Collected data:
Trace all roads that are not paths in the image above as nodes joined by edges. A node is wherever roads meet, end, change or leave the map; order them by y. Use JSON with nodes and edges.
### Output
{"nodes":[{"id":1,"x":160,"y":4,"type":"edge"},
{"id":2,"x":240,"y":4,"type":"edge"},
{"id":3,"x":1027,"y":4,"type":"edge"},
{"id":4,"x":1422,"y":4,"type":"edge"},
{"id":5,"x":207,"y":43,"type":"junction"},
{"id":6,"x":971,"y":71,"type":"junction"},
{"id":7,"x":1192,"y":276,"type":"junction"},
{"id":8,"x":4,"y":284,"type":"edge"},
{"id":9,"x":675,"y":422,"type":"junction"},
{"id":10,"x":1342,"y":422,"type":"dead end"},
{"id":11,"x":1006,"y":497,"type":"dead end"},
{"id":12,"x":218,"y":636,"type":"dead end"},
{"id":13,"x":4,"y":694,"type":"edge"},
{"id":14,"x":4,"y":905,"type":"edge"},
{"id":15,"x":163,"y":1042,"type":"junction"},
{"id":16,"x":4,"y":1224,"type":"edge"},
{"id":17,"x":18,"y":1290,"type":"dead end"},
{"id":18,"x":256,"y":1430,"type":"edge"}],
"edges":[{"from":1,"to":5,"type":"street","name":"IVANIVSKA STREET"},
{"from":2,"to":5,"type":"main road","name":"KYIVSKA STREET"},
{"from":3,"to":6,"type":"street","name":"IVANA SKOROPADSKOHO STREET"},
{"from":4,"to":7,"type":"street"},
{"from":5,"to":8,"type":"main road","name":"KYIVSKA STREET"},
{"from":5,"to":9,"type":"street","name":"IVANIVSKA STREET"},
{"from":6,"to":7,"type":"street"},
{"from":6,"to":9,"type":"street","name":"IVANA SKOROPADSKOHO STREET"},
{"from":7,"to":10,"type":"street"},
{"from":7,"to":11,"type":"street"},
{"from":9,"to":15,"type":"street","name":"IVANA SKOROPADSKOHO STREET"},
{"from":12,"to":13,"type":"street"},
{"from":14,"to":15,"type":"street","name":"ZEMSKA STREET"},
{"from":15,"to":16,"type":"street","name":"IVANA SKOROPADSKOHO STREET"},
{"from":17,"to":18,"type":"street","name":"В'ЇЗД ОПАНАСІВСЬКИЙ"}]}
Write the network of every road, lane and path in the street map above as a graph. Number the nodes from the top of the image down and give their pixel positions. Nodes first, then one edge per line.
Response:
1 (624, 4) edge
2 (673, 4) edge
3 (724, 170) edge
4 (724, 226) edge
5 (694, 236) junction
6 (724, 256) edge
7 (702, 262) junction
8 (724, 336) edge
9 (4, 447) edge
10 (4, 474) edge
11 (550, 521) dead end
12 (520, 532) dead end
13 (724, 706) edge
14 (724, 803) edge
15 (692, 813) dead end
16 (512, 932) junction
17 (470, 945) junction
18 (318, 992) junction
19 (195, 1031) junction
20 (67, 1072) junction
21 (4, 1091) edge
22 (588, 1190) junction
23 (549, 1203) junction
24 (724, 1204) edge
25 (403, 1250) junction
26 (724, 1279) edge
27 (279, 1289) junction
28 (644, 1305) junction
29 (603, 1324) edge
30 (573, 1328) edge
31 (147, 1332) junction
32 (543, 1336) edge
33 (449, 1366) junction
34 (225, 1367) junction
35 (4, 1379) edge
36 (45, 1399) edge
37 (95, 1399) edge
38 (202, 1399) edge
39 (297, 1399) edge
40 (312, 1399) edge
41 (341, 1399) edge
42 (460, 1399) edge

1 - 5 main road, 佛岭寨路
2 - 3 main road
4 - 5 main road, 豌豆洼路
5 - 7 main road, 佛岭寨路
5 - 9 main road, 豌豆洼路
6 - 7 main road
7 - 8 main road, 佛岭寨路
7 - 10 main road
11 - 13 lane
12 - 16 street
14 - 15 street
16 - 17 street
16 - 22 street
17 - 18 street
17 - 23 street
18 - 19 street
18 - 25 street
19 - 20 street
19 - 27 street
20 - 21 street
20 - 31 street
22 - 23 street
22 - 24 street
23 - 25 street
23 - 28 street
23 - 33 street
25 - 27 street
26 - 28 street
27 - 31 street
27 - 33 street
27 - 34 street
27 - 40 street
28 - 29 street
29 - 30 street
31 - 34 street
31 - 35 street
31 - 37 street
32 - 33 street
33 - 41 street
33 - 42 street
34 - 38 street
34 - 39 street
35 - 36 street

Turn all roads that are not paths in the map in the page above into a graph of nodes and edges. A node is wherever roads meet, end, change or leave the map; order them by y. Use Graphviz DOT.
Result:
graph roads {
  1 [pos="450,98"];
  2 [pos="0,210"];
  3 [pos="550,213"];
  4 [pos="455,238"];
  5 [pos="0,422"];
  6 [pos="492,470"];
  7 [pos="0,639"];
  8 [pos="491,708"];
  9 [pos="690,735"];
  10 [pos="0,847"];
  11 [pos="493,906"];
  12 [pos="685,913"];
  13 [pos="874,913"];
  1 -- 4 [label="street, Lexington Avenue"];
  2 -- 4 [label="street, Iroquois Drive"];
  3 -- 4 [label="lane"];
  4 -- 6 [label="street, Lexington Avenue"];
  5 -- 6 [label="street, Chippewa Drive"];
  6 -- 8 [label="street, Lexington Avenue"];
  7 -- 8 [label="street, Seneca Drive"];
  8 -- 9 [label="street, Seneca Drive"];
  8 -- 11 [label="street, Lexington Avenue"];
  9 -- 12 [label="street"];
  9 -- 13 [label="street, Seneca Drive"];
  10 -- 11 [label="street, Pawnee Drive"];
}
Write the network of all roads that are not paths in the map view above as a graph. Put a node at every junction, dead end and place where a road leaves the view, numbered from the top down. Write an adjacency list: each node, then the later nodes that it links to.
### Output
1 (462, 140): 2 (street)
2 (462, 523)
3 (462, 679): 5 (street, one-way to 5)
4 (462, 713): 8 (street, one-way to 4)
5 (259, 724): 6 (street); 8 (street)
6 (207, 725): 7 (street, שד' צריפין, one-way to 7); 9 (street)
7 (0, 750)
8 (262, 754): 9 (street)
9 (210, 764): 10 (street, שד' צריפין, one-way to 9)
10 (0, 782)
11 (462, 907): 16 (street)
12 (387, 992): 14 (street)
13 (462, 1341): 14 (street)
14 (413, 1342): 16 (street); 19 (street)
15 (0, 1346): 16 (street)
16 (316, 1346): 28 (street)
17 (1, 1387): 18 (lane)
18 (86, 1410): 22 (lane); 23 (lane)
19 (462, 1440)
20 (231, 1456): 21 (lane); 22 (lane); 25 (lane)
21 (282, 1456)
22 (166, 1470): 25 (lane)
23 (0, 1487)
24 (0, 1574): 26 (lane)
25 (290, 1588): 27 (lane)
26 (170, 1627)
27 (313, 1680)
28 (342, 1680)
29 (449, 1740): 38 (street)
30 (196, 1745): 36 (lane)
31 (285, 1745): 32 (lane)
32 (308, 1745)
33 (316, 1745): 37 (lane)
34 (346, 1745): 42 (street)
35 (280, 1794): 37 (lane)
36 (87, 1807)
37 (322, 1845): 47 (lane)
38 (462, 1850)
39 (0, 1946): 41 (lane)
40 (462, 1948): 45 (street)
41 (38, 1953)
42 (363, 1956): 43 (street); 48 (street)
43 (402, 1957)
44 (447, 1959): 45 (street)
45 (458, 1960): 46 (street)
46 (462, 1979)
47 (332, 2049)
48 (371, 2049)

_What to produce_
Retype the lines above, keeping every character.

_Task solution_
Trace all roads that are not paths in the image above as nodes joined by edges. A node is wherever roads meet, end, change or leave the map; order them by y. Use JSON with nodes and edges.
### Output
{"nodes":[{"id":1,"x":160,"y":4,"type":"edge"},
{"id":2,"x":240,"y":4,"type":"edge"},
{"id":3,"x":1027,"y":4,"type":"edge"},
{"id":4,"x":1422,"y":4,"type":"edge"},
{"id":5,"x":207,"y":43,"type":"junction"},
{"id":6,"x":971,"y":71,"type":"junction"},
{"id":7,"x":1192,"y":276,"type":"junction"},
{"id":8,"x":4,"y":284,"type":"edge"},
{"id":9,"x":675,"y":422,"type":"junction"},
{"id":10,"x":1342,"y":422,"type":"dead end"},
{"id":11,"x":1006,"y":497,"type":"dead end"},
{"id":12,"x":218,"y":636,"type":"dead end"},
{"id":13,"x":4,"y":694,"type":"edge"},
{"id":14,"x":4,"y":905,"type":"edge"},
{"id":15,"x":163,"y":1042,"type":"junction"},
{"id":16,"x":4,"y":1224,"type":"edge"},
{"id":17,"x":18,"y":1290,"type":"dead end"},
{"id":18,"x":256,"y":1430,"type":"edge"}],
"edges":[{"from":1,"to":5,"type":"street","name":"IVANIVSKA STREET"},
{"from":2,"to":5,"type":"main road","name":"KYIVSKA STREET"},
{"from":3,"to":6,"type":"street","name":"IVANA SKOROPADSKOHO STREET"},
{"from":4,"to":7,"type":"street"},
{"from":5,"to":8,"type":"main road","name":"KYIVSKA STREET"},
{"from":5,"to":9,"type":"street","name":"IVANIVSKA STREET"},
{"from":6,"to":7,"type":"street"},
{"from":6,"to":9,"type":"street","name":"IVANA SKOROPADSKOHO STREET"},
{"from":7,"to":10,"type":"street"},
{"from":7,"to":11,"type":"street"},
{"from":9,"to":15,"type":"street","name":"IVANA SKOROPADSKOHO STREET"},
{"from":12,"to":13,"type":"street"},
{"from":14,"to":15,"type":"street","name":"ZEMSKA STREET"},
{"from":15,"to":16,"type":"street","name":"IVANA SKOROPADSKOHO STREET"},
{"from":17,"to":18,"type":"street","name":"В'ЇЗД ОПАНАСІВСЬКИЙ"}]}
Write the network of every road, lane and path in the street map above as a graph. Number the nodes from the top of the image down and give their pixel positions. Nodes first, then one edge per line.
Response:
1 (624, 4) edge
2 (673, 4) edge
3 (724, 170) edge
4 (724, 226) edge
5 (694, 236) junction
6 (724, 256) edge
7 (702, 262) junction
8 (724, 336) edge
9 (4, 447) edge
10 (4, 474) edge
11 (550, 521) dead end
12 (520, 532) dead end
13 (724, 706) edge
14 (724, 803) edge
15 (692, 813) dead end
16 (512, 932) junction
17 (470, 945) junction
18 (318, 992) junction
19 (195, 1031) junction
20 (67, 1072) junction
21 (4, 1091) edge
22 (588, 1190) junction
23 (549, 1203) junction
24 (724, 1204) edge
25 (403, 1250) junction
26 (724, 1279) edge
27 (279, 1289) junction
28 (644, 1305) junction
29 (603, 1324) edge
30 (573, 1328) edge
31 (147, 1332) junction
32 (543, 1336) edge
33 (449, 1366) junction
34 (225, 1367) junction
35 (4, 1379) edge
36 (45, 1399) edge
37 (95, 1399) edge
38 (202, 1399) edge
39 (297, 1399) edge
40 (312, 1399) edge
41 (341, 1399) edge
42 (460, 1399) edge

1 - 5 main road, 佛岭寨路
2 - 3 main road
4 - 5 main road, 豌豆洼路
5 - 7 main road, 佛岭寨路
5 - 9 main road, 豌豆洼路
6 - 7 main road
7 - 8 main road, 佛岭寨路
7 - 10 main road
11 - 13 lane
12 - 16 street
14 - 15 street
16 - 17 street
16 - 22 street
17 - 18 street
17 - 23 street
18 - 19 street
18 - 25 street
19 - 20 street
19 - 27 street
20 - 21 street
20 - 31 street
22 - 23 street
22 - 24 street
23 - 25 street
23 - 28 street
23 - 33 street
25 - 27 street
26 - 28 street
27 - 31 street
27 - 33 street
27 - 34 street
27 - 40 street
28 - 29 street
29 - 30 street
31 - 34 street
31 - 35 street
31 - 37 street
32 - 33 street
33 - 41 street
33 - 42 street
34 - 38 street
34 - 39 street
35 - 36 street

Turn all roads that are not paths in the map in the page above into a graph of nodes and edges. A node is wherever roads meet, end, change or leave the map; order them by y. Use Graphviz DOT.
Result:
graph roads {
  1 [pos="450,98"];
  2 [pos="0,210"];
  3 [pos="550,213"];
  4 [pos="455,238"];
  5 [pos="0,422"];
  6 [pos="492,470"];
  7 [pos="0,639"];
  8 [pos="491,708"];
  9 [pos="690,735"];
  10 [pos="0,847"];
  11 [pos="493,906"];
  12 [pos="685,913"];
  13 [pos="874,913"];
  1 -- 4 [label="street, Lexington Avenue"];
  2 -- 4 [label="street, Iroquois Drive"];
  3 -- 4 [label="lane"];
  4 -- 6 [label="street, Lexington Avenue"];
  5 -- 6 [label="street, Chippewa Drive"];
  6 -- 8 [label="street, Lexington Avenue"];
  7 -- 8 [label="street, Seneca Drive"];
  8 -- 9 [label="street, Seneca Drive"];
  8 -- 11 [label="street, Lexington Avenue"];
  9 -- 12 [label="street"];
  9 -- 13 [label="street, Seneca Drive"];
  10 -- 11 [label="street, Pawnee Drive"];
}
Write the network of all roads that are not paths in the map view above as a graph. Put a node at every junction, dead end and place where a road leaves the view, numbered from the top down. Write an adjacency list: each node, then the later nodes that it links to.
### Output
1 (462, 140): 2 (street)
2 (462, 523)
3 (462, 679): 5 (street, one-way to 5)
4 (462, 713): 8 (street, one-way to 4)
5 (259, 724): 6 (street); 8 (street)
6 (207, 725): 7 (street, שד' צריפין, one-way to 7); 9 (street)
7 (0, 750)
8 (262, 754): 9 (street)
9 (210, 764): 10 (street, שד' צריפין, one-way to 9)
10 (0, 782)
11 (462, 907): 16 (street)
12 (387, 992): 14 (street)
13 (462, 1341): 14 (street)
14 (413, 1342): 16 (street); 19 (street)
15 (0, 1346): 16 (street)
16 (316, 1346): 28 (street)
17 (1, 1387): 18 (lane)
18 (86, 1410): 22 (lane); 23 (lane)
19 (462, 1440)
20 (231, 1456): 21 (lane); 22 (lane); 25 (lane)
21 (282, 1456)
22 (166, 1470): 25 (lane)
23 (0, 1487)
24 (0, 1574): 26 (lane)
25 (290, 1588): 27 (lane)
26 (170, 1627)
27 (313, 1680)
28 (342, 1680)
29 (449, 1740): 38 (street)
30 (196, 1745): 36 (lane)
31 (285, 1745): 32 (lane)
32 (308, 1745)
33 (316, 1745): 37 (lane)
34 (346, 1745): 42 (street)
35 (280, 1794): 37 (lane)
36 (87, 1807)
37 (322, 1845): 47 (lane)
38 (462, 1850)
39 (0, 1946): 41 (lane)
40 (462, 1948): 45 (street)
41 (38, 1953)
42 (363, 1956): 43 (street); 48 (street)
43 (402, 1957)
44 (447, 1959): 45 (street)
45 (458, 1960): 46 (street)
46 (462, 1979)
47 (332, 2049)
48 (371, 2049)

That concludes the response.